KPPU Cermati Kebijakan Pariwisata Bali
Bali (19/3) – Mencermati kebijakan Pemerintah Provinsi Bali melalui Perda No. 5/2020 tentang Standar Penyelenggaraan Kepariwisataan Budaya Bali, KPPU menilai perlu adanya kehati-hatian dalam menerapkan kebijakan dimaksud.
Hal ini terungkap dalam “Sinkronisasi Regulasi Penyelenggaraan Pariwisata Bali Secara Komprehensif Dalam Perspektif Persaingan Usaha Pariwisata Dan Ekonomi Kreatif” yang diselenggarakan Direktorat Regulasi, Deputi Bidang Kebijakan Strategis Kementerian Pariwisata dan Ekonomi Kreatif pada tanggal 19 Maret 2021 di Bali.

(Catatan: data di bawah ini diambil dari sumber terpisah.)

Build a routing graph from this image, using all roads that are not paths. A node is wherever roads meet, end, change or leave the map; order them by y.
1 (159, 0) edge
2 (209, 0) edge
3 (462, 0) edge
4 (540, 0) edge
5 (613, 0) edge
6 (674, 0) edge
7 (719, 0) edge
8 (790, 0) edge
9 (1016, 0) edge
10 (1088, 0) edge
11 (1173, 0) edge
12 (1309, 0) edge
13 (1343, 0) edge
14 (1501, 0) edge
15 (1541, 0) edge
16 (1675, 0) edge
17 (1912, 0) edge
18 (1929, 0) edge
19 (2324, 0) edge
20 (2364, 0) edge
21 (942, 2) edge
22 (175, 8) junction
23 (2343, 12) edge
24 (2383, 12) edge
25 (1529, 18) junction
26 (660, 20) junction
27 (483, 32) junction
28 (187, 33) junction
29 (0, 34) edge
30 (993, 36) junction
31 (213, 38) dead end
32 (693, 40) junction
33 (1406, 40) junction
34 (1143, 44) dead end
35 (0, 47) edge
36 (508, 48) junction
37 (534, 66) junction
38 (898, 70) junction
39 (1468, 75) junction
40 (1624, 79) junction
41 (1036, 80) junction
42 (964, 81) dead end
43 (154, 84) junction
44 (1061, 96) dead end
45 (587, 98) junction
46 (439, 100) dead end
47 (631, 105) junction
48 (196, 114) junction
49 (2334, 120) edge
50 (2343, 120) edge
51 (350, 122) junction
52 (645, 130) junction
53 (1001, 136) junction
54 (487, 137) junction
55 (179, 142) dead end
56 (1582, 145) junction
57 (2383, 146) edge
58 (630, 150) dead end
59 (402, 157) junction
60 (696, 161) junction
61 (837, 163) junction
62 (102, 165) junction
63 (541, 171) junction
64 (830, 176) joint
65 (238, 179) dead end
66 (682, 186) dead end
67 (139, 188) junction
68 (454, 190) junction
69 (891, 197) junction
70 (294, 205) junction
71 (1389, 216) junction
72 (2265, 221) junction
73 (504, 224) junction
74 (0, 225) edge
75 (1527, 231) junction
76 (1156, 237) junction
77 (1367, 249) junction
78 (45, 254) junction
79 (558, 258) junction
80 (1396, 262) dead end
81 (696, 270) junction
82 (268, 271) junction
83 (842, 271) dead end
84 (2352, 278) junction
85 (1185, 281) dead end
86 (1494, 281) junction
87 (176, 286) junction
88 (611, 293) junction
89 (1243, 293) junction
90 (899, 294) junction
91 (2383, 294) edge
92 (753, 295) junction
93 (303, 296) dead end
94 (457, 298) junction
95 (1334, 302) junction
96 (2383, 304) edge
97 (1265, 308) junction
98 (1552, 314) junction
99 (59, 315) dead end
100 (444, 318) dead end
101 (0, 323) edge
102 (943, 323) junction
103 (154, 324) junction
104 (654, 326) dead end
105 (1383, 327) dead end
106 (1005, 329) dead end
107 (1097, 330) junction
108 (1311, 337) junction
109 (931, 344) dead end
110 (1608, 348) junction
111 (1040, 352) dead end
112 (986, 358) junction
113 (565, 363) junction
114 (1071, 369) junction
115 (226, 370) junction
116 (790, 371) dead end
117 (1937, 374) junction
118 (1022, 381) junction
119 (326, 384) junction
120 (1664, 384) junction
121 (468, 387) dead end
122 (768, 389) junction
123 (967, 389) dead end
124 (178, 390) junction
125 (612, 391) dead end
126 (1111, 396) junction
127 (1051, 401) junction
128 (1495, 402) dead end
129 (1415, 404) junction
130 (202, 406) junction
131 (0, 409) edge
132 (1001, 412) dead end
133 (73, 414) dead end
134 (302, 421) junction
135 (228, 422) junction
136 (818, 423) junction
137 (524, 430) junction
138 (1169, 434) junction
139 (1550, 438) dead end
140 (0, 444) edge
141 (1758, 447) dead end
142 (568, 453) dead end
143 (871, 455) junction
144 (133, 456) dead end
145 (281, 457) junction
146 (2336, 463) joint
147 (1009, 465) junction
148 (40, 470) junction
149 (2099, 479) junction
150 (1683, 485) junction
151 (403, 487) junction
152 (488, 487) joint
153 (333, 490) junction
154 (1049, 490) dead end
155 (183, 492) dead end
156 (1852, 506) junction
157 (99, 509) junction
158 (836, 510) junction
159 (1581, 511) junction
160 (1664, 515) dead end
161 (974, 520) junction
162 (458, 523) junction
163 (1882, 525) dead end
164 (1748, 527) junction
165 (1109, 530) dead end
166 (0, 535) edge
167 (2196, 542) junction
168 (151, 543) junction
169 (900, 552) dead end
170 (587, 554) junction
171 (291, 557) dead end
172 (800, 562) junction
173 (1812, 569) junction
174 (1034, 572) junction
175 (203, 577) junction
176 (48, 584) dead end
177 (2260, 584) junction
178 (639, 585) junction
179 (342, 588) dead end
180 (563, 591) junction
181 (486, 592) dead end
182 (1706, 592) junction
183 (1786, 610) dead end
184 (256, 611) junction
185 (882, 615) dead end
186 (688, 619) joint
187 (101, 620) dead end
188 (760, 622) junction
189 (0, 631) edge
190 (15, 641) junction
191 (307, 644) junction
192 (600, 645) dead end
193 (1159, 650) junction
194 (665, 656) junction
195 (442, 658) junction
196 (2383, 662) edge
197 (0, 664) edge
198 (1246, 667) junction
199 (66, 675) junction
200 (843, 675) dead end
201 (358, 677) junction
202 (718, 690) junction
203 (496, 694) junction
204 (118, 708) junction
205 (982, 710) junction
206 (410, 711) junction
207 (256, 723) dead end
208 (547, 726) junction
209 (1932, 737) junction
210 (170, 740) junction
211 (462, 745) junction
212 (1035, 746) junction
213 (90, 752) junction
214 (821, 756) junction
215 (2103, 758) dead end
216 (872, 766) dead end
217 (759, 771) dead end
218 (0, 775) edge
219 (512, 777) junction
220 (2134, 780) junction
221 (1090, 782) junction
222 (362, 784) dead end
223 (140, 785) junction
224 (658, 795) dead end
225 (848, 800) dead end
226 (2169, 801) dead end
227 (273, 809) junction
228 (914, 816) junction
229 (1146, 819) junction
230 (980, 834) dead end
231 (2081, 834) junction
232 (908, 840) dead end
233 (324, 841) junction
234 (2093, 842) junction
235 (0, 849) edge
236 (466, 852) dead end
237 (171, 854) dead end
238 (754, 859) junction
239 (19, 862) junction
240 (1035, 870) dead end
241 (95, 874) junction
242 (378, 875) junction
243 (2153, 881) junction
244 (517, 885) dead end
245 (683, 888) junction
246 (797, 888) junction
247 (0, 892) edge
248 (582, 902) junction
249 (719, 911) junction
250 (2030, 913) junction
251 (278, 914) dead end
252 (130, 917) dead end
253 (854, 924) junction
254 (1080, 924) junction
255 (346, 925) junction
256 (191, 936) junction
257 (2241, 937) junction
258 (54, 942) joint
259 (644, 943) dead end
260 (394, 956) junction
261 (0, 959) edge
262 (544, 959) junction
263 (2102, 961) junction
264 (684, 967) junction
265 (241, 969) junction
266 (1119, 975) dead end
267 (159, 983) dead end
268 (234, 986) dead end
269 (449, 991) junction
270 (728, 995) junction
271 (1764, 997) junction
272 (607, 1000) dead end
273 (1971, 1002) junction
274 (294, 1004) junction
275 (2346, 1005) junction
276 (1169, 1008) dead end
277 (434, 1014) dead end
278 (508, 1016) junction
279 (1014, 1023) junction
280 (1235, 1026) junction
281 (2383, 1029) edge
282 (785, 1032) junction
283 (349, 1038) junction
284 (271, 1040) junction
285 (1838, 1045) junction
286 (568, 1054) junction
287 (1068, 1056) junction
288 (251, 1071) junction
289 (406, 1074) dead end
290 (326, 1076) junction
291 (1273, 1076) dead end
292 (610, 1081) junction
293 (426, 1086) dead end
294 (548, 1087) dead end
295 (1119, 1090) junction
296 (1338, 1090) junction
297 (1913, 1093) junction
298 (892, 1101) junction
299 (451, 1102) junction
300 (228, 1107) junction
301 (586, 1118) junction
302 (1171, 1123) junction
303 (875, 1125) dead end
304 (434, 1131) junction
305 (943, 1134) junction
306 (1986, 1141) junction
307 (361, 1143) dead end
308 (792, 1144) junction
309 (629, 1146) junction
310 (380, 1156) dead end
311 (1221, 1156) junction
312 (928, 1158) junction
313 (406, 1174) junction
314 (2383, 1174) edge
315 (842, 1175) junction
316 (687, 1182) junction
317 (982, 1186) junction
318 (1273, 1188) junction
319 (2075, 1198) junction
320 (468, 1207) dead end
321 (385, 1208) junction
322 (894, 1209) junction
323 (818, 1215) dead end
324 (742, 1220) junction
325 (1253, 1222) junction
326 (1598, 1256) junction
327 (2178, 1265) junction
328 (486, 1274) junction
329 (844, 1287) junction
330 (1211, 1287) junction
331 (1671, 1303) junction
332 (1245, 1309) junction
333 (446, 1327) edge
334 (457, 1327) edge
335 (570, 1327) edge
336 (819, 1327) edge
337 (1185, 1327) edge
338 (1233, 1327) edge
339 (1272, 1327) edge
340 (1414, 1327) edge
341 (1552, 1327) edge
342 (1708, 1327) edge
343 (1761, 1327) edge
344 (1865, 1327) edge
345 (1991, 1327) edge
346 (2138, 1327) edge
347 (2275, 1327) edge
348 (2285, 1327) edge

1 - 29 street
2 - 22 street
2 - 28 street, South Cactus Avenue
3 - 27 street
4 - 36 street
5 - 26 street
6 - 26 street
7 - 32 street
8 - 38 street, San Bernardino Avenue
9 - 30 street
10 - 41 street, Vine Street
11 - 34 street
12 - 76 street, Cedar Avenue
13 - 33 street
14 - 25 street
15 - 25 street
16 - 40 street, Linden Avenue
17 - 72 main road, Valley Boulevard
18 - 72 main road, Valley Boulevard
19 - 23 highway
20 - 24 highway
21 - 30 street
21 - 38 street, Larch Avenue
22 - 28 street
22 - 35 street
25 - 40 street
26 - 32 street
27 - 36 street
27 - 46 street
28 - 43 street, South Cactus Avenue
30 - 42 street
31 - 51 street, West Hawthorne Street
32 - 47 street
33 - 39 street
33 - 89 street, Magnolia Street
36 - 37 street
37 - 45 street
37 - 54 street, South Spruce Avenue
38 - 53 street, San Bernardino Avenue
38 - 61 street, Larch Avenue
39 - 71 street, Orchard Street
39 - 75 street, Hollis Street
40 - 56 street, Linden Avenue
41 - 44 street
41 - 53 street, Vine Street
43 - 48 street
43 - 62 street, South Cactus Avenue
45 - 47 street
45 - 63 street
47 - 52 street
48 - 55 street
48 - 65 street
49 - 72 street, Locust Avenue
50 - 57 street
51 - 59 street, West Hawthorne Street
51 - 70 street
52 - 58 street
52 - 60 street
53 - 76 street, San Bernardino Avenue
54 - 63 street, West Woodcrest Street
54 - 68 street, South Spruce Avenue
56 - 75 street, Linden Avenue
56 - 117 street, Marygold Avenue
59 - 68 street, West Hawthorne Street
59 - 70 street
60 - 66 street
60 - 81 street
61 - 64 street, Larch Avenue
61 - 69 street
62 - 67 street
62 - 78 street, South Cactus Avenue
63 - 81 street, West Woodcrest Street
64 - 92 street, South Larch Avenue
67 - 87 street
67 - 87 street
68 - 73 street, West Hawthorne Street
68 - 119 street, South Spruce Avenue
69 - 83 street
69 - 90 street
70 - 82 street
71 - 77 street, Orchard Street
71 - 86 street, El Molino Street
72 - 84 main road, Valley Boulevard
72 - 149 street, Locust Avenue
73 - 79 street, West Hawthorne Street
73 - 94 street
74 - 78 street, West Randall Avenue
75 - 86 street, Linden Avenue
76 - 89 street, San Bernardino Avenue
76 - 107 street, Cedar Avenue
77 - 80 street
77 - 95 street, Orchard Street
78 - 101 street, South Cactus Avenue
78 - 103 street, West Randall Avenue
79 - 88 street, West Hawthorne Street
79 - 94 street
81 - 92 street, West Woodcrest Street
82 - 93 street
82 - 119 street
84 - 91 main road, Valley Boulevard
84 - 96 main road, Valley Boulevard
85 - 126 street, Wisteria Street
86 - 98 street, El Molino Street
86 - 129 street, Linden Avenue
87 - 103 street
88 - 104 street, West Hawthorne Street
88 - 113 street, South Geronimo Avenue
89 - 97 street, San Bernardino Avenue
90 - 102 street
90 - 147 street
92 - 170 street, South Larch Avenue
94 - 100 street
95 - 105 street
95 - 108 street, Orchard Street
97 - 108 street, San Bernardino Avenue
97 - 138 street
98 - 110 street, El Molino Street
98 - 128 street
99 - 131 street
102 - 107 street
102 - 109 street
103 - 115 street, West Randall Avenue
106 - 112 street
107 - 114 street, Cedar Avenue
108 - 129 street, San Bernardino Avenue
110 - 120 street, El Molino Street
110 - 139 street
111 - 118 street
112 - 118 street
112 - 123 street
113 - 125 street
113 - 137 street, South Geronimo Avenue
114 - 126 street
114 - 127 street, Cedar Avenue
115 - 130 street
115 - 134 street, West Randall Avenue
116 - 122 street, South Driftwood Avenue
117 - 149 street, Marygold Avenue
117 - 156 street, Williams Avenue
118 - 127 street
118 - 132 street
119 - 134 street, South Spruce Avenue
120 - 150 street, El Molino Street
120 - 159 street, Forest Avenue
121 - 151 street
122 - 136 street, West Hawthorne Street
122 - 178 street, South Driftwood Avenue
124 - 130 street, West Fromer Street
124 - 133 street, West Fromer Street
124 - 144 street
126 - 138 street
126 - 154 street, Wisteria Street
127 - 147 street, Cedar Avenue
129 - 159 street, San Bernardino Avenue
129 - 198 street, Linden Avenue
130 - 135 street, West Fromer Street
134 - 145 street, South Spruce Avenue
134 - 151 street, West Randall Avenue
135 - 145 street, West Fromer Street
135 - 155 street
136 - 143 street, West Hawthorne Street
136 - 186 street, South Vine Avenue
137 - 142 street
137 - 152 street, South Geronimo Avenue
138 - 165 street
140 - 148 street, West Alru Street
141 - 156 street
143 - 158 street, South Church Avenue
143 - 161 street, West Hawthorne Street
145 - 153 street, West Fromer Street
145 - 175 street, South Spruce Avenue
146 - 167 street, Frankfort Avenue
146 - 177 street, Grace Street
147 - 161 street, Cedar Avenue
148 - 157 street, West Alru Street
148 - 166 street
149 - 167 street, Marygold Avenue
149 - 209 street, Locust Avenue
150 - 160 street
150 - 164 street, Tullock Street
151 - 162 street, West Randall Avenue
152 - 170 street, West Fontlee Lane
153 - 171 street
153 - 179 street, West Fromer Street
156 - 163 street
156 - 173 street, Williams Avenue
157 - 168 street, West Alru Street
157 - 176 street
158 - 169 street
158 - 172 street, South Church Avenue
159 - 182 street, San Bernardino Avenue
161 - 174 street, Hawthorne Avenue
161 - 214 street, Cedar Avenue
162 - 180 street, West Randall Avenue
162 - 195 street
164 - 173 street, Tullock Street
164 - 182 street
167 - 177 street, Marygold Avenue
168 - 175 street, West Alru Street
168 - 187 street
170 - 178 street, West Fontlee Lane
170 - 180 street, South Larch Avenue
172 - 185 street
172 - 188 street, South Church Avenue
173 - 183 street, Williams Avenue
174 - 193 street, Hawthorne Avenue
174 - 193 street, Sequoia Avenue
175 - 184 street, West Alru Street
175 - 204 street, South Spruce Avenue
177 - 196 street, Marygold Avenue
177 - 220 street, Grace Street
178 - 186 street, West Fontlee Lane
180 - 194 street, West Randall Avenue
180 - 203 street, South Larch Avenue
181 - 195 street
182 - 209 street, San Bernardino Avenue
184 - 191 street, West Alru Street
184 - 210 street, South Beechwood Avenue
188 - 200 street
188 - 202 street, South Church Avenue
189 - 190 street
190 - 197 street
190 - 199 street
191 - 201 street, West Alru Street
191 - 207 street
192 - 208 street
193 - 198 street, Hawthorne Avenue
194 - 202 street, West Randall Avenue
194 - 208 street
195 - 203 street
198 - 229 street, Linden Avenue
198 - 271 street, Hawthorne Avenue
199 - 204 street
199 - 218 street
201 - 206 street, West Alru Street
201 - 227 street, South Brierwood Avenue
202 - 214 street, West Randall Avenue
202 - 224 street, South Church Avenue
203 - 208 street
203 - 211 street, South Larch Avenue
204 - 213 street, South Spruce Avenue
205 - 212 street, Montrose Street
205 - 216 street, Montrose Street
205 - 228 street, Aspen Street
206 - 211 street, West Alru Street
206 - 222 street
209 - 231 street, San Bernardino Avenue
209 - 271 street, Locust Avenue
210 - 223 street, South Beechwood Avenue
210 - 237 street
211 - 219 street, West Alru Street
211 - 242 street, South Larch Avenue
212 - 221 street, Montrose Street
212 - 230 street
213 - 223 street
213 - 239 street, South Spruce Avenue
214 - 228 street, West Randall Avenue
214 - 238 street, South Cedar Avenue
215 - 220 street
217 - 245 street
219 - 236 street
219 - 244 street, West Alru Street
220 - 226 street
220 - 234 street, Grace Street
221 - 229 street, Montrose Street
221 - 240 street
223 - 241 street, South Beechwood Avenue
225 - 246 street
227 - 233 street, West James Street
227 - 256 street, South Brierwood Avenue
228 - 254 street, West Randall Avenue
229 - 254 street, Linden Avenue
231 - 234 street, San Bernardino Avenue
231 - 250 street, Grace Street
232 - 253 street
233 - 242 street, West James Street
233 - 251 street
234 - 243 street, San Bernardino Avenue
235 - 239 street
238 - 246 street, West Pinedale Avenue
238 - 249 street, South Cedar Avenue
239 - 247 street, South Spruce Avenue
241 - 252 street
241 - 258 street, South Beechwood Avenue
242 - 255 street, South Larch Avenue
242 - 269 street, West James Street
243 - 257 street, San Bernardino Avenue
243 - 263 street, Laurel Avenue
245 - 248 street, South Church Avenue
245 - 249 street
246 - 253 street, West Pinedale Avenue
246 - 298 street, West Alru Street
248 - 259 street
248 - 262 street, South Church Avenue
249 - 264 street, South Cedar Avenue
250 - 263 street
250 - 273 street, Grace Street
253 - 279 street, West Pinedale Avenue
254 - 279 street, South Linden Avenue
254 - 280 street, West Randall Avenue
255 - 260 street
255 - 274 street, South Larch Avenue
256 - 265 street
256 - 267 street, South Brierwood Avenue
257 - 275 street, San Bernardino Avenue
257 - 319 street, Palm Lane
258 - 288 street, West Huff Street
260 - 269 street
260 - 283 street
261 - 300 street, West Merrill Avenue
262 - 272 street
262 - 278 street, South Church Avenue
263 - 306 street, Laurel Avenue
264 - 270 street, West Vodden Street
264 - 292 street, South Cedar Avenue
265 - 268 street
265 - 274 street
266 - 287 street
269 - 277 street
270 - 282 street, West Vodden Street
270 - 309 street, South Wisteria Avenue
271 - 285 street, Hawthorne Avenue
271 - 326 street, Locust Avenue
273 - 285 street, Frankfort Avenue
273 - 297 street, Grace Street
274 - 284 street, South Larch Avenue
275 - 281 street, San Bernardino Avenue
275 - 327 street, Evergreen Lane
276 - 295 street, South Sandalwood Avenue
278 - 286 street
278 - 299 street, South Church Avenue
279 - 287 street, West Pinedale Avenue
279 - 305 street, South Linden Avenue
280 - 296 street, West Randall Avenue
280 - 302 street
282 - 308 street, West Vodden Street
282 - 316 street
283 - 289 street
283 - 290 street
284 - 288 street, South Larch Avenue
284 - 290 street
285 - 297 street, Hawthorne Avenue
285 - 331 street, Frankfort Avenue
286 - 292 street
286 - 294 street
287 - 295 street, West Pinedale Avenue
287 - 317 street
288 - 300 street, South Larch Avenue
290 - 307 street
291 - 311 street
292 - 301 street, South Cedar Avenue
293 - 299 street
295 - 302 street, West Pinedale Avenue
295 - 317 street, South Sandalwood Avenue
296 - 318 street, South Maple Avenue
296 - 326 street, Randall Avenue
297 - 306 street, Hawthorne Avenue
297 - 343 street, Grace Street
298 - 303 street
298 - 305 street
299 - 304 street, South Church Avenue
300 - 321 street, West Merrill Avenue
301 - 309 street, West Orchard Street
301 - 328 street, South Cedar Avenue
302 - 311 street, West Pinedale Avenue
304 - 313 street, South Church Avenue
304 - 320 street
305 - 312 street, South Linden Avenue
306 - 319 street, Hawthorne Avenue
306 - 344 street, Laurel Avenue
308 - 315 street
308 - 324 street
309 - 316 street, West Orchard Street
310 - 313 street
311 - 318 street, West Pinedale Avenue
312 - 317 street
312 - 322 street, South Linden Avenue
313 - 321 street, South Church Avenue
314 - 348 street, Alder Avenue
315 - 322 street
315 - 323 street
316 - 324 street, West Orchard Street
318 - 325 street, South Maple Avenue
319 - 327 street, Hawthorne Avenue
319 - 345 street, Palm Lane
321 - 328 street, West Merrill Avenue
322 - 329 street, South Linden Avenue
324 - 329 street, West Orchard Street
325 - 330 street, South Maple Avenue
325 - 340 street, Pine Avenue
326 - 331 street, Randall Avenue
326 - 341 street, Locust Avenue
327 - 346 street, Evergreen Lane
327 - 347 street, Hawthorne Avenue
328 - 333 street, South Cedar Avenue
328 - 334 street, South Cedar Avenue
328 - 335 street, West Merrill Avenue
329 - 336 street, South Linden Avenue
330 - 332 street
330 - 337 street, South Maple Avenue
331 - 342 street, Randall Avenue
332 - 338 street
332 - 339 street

Dalam kegiatan yang merupakan lanjutan dari diskusi yang digagas oleh Kanwil IV KPPU sebelumnya ini, menghadirkan 5 pembicara, yaitu Dinni Melanie selaku Komisioner KPPU, Dendy R. Sutrisno selaku Kepala Kanwil IV KPPU, Sabartua Tampubolon selaku Direktur Regulasi Kementerian Pariwisata Dan Ekonomi Kreatif, Putu Astawa selaku Kepala Dinas Pariwisata Provinsi Bali dan Hendar dari Dinas Pariwisata Kota Denpasar.
Dinni menjelaskan bahwa disamping mengapresiasi langkah Pemerintah Daerah Bali melalui Perda No. 5/2020 untuk mendorong pemerataan kesempatan berusaha, KPPU juga mengingatkan pentingnya kehati-hatian dalam mengimplementasikan perda dimaksud. “Kami apresiasi langkah Pemda Bali dalam menata kembali kepariwisataan Bali, besar harapan kami perda ini dapat memfasilitasi pulihnya pariwisata Bali, oleh karena itu perlu sama-sama kita kawal implementasinya agar tidak justru kontra produktif bagi pemulihan ekonomi di sektor pariwisata itu sendiri”, jelas Dinni.
Analisa awal KPPU terhadap Perda Bali No. 5/2020 terdapat beberapa pasal yang berpotensi menimbulkan polemik bagi dunia usaha pariwisata Bali, antara lain Pasal 26 mengenai Portal Satu Pintu Pariwisata Bali, Pasal 27 mengenai Pendaftaran dan Kemitraan, dan Pasal 28 mengenai Kelembagaan.
Menurut Dinni, pasal mengenai portal satu pintu sebenarnya memiliki semangat yang baik untuk mengintegrasikan seluruh stakeholder pariwisata di Bali. Namun disisi lain berpotensi menimbulkan berbagai kewajiban diantaranya penyampaian data dan informasi pelaku usaha kepada pelaku usaha tertentu atau asosiasi, serta pengenaan biaya tertentu yang justru dapat menjadi disinsentif bagi pelaku usaha pariwisata Bali.
Kerjasama kemitraan dengan portal satu pintu pun perlu dipastikan tidak memberi ruang terjadinya penyalahgunaan posisi dominan dalam penentuan syarat-syarat perdagangan.
Hadirnya perusahaan umum daerah dalam skema pariwisata digital Bali juga diharapkan tidak mendistorsi pasar terlebih bila terdapat pelimpahan beberapa kewenangan regulator.
“Memperhatikan beberapa isu penting tersebut, maka diharapkan pemda Bali dapat mempertimbangkan penggunaan analisa kebijakan persaingan usaha serta prinsip kemitraan yang sehat dalam menyusun petunjuk teknis Perda Bali No. 5/2020”, tutup Dinni.